Task prompt >> Would you output the entries below only from the line containing "wrist: (267, 482)" through the line containing "ring tip: (491, 231)", exactly as they stand and with both ends included?

Data >>
*-*-*

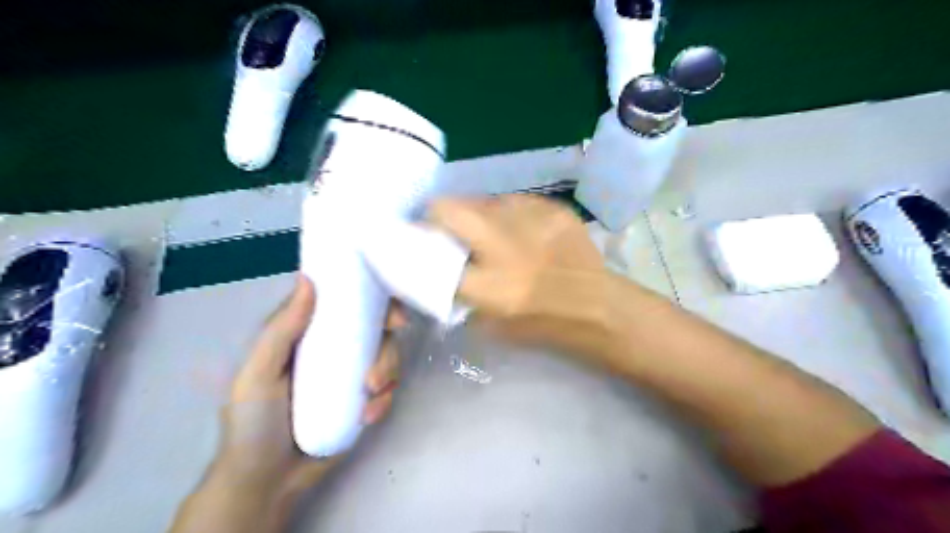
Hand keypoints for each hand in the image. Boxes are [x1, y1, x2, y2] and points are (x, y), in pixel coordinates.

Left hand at [222, 277, 398, 497]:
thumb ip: (282, 330)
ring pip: (388, 357)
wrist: (267, 482)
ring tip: (371, 395)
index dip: (375, 300)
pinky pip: (388, 389)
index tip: (392, 314)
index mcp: (310, 333)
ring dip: (389, 372)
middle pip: (377, 330)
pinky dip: (384, 399)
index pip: (346, 303)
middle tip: (382, 363)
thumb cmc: (254, 423)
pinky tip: (367, 416)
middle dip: (388, 344)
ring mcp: (352, 375)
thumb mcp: (259, 374)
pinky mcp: (364, 400)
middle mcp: (335, 348)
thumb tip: (309, 278)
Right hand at [426, 196, 611, 362]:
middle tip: (444, 225)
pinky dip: (509, 214)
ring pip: (483, 200)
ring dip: (478, 214)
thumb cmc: (542, 324)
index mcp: (489, 285)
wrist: (595, 305)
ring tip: (491, 231)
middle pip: (449, 209)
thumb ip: (460, 292)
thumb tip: (439, 265)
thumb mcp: (490, 323)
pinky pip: (514, 201)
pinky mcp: (552, 209)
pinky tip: (522, 230)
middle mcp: (505, 247)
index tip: (413, 241)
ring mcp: (531, 222)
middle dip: (437, 214)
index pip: (431, 255)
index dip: (416, 245)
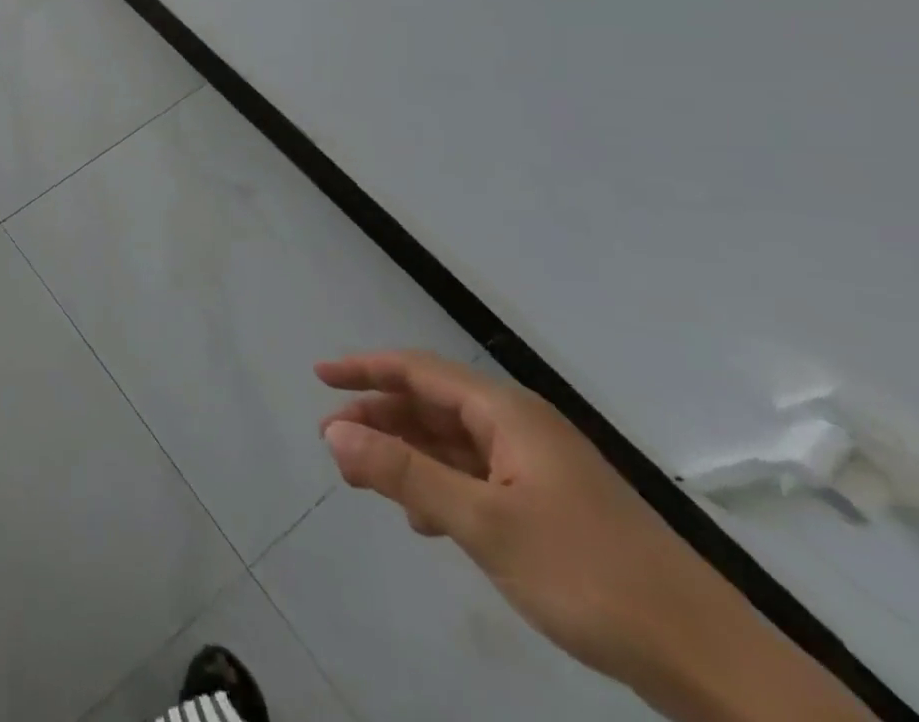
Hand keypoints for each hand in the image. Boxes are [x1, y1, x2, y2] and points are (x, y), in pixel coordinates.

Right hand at [315, 351, 747, 691]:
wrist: (713, 663)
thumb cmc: (589, 575)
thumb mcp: (483, 523)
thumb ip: (403, 472)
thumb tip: (333, 432)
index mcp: (507, 414)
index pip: (418, 370)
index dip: (364, 369)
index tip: (318, 377)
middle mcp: (521, 427)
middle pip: (432, 405)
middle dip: (380, 420)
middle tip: (334, 445)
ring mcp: (539, 468)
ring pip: (452, 444)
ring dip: (406, 456)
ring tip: (366, 483)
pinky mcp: (552, 506)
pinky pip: (477, 478)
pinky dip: (440, 487)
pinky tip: (424, 520)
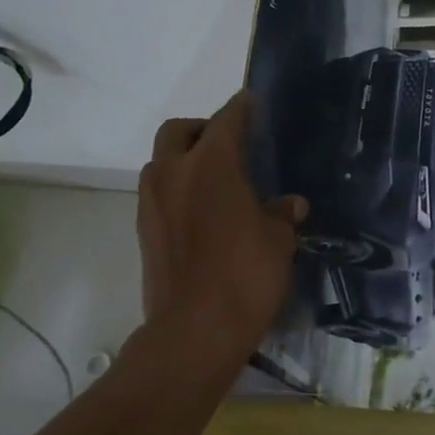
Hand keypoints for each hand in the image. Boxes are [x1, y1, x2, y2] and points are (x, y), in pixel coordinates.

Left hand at [137, 91, 305, 354]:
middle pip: (177, 131)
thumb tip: (289, 205)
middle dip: (200, 128)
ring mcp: (153, 204)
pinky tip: (201, 213)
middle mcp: (175, 174)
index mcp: (212, 165)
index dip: (240, 108)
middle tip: (226, 143)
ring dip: (182, 160)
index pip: (226, 120)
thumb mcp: (278, 241)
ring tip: (213, 179)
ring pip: (161, 162)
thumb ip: (281, 214)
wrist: (195, 332)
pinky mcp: (144, 233)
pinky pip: (158, 194)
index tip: (250, 102)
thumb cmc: (246, 275)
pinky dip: (176, 190)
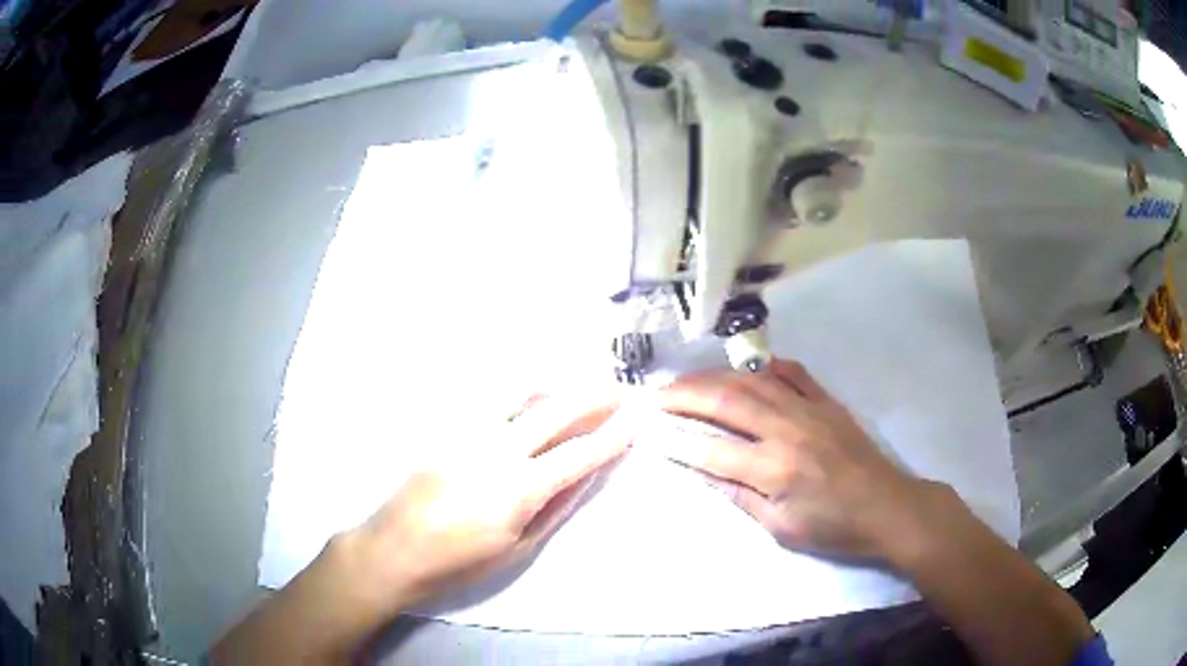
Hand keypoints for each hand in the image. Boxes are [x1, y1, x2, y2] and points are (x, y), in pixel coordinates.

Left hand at [212, 392, 628, 663]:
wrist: (394, 549)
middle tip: (618, 389)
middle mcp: (498, 450)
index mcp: (519, 488)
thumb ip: (556, 507)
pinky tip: (534, 387)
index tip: (637, 417)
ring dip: (558, 384)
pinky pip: (493, 400)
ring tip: (582, 380)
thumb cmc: (460, 562)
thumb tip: (586, 475)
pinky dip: (522, 390)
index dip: (612, 435)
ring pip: (522, 395)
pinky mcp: (449, 430)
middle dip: (592, 397)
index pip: (579, 453)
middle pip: (555, 411)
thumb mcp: (518, 548)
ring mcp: (469, 434)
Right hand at [657, 358, 940, 561]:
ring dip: (715, 377)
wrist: (887, 507)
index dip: (677, 440)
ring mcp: (809, 410)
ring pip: (753, 381)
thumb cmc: (834, 528)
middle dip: (685, 395)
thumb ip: (742, 497)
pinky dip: (767, 367)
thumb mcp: (783, 529)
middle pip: (727, 403)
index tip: (649, 430)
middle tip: (656, 393)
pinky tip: (748, 366)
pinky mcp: (827, 402)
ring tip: (687, 378)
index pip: (712, 450)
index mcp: (774, 470)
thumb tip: (705, 472)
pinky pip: (794, 374)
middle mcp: (787, 431)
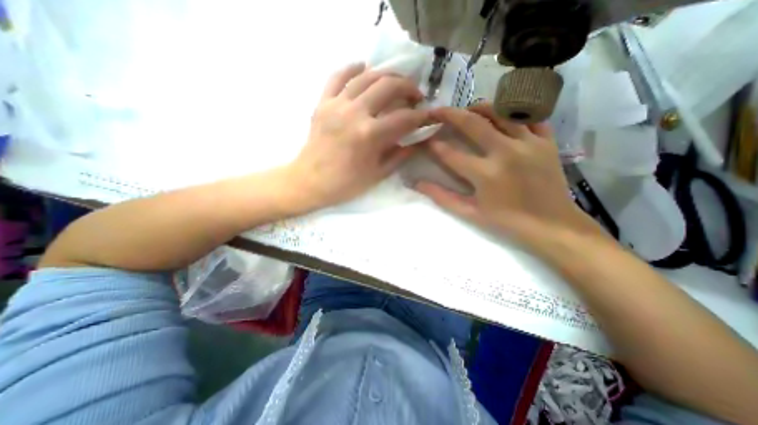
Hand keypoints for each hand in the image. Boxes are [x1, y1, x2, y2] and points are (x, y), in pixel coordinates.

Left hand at [284, 61, 428, 211]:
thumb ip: (400, 155)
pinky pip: (337, 76)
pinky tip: (364, 69)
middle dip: (408, 88)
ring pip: (366, 76)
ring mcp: (336, 105)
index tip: (427, 116)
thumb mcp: (378, 174)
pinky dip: (353, 69)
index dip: (420, 116)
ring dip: (386, 76)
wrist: (310, 182)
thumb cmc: (346, 183)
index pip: (404, 118)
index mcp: (370, 135)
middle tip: (415, 96)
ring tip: (395, 84)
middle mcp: (355, 113)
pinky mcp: (323, 103)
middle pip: (388, 86)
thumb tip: (417, 141)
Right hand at [417, 102, 601, 244]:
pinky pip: (529, 117)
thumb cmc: (507, 221)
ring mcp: (529, 143)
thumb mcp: (470, 213)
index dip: (434, 145)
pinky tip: (502, 116)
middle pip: (473, 123)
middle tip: (437, 111)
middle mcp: (506, 152)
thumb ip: (442, 197)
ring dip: (479, 107)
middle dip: (450, 114)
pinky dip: (513, 113)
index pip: (451, 154)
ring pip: (501, 112)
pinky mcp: (546, 142)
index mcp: (485, 174)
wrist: (552, 225)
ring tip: (467, 109)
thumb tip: (417, 183)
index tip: (425, 139)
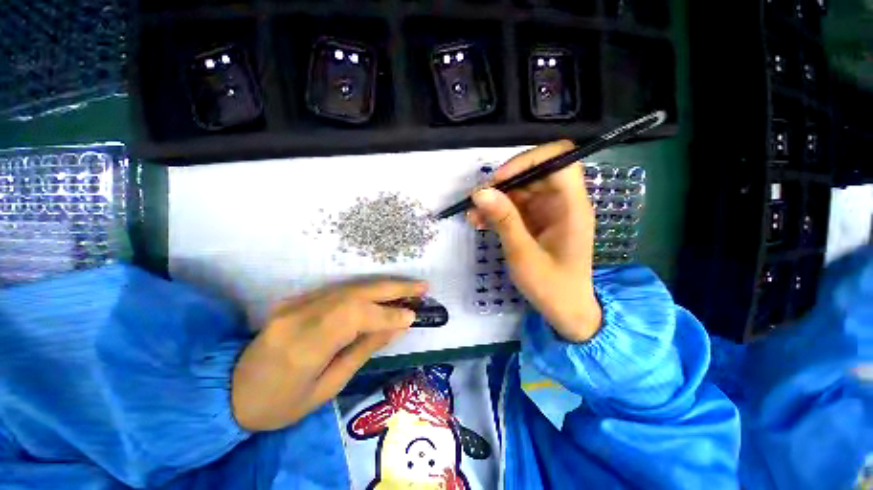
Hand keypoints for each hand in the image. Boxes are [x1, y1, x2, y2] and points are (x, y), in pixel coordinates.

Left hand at [231, 280, 426, 430]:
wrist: (229, 390)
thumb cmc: (279, 404)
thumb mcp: (326, 388)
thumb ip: (363, 350)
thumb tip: (396, 327)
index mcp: (303, 346)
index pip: (355, 318)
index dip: (388, 315)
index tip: (414, 316)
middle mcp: (299, 316)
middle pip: (355, 294)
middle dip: (393, 289)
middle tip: (422, 287)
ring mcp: (296, 303)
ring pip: (350, 287)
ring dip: (384, 286)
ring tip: (410, 288)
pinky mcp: (298, 299)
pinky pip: (340, 290)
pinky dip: (368, 290)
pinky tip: (385, 292)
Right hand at [468, 140, 601, 341]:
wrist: (564, 310)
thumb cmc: (551, 286)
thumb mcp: (523, 254)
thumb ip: (504, 220)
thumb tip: (480, 192)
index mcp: (571, 206)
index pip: (559, 160)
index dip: (528, 161)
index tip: (499, 180)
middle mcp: (562, 202)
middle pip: (533, 173)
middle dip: (503, 183)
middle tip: (477, 199)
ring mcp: (548, 211)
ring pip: (519, 190)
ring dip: (494, 199)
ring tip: (472, 215)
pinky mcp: (536, 221)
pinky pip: (515, 207)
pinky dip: (496, 212)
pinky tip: (479, 222)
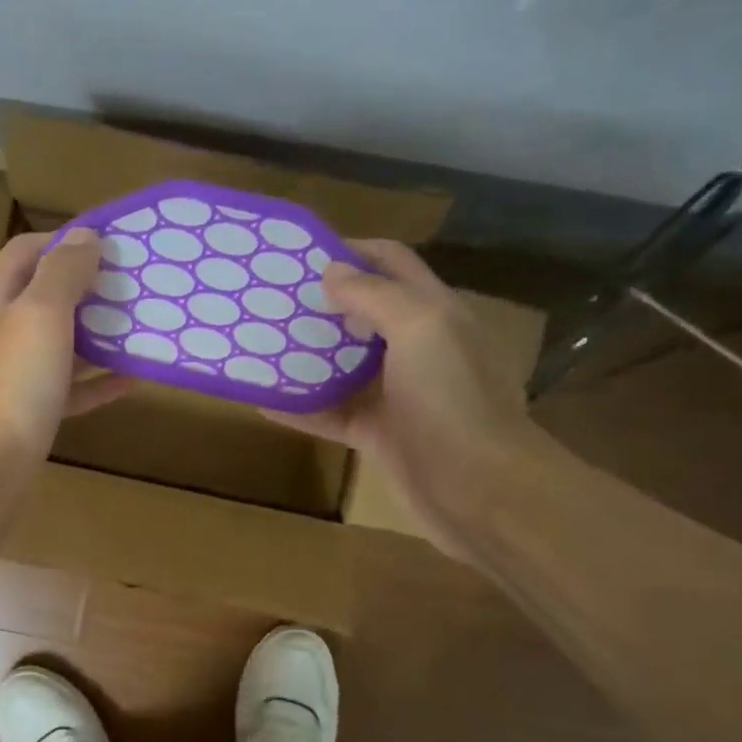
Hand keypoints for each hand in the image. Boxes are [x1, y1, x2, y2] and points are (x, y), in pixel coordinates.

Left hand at [0, 229, 131, 478]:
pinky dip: (96, 381)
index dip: (67, 240)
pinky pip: (67, 387)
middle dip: (89, 288)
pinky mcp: (27, 411)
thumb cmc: (12, 385)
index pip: (27, 250)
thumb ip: (63, 271)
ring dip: (97, 334)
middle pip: (45, 296)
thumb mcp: (40, 315)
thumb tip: (85, 235)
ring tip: (141, 327)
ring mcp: (10, 374)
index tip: (114, 245)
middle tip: (136, 287)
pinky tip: (132, 379)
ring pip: (59, 343)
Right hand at [264, 240, 551, 560]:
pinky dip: (300, 409)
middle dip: (321, 302)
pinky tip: (263, 401)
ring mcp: (398, 395)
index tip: (300, 253)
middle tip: (271, 299)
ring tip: (260, 343)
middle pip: (364, 313)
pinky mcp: (379, 435)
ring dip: (307, 355)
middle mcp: (418, 348)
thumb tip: (331, 270)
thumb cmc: (453, 399)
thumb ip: (375, 295)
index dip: (352, 250)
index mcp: (435, 312)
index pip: (392, 264)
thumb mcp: (420, 328)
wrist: (481, 490)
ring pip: (345, 366)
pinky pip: (332, 415)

*-*-*

Exercise output >>
wrist: (267, 482)
ring tip: (371, 395)
index dip: (375, 300)
pinky pip: (388, 389)
index tip: (392, 314)
index mcp: (310, 333)
ring dip: (389, 372)
middle pip: (377, 330)
pinky dip: (384, 399)
index pip: (346, 303)
middle tip: (382, 363)
thumb cmc: (254, 423)
pinky tip: (367, 416)
middle dip: (388, 344)
ring mcp: (352, 375)
thumb mcp: (259, 374)
pinky mcp: (364, 400)
middle mcp: (335, 348)
thumb tip: (309, 278)
Right hand at [426, 196, 611, 362]:
middle tip: (444, 225)
pinky dip: (509, 214)
ring pip: (483, 200)
ring dip: (478, 214)
thumb cmc: (542, 324)
index mcp: (489, 285)
wrist: (595, 305)
ring tip: (491, 231)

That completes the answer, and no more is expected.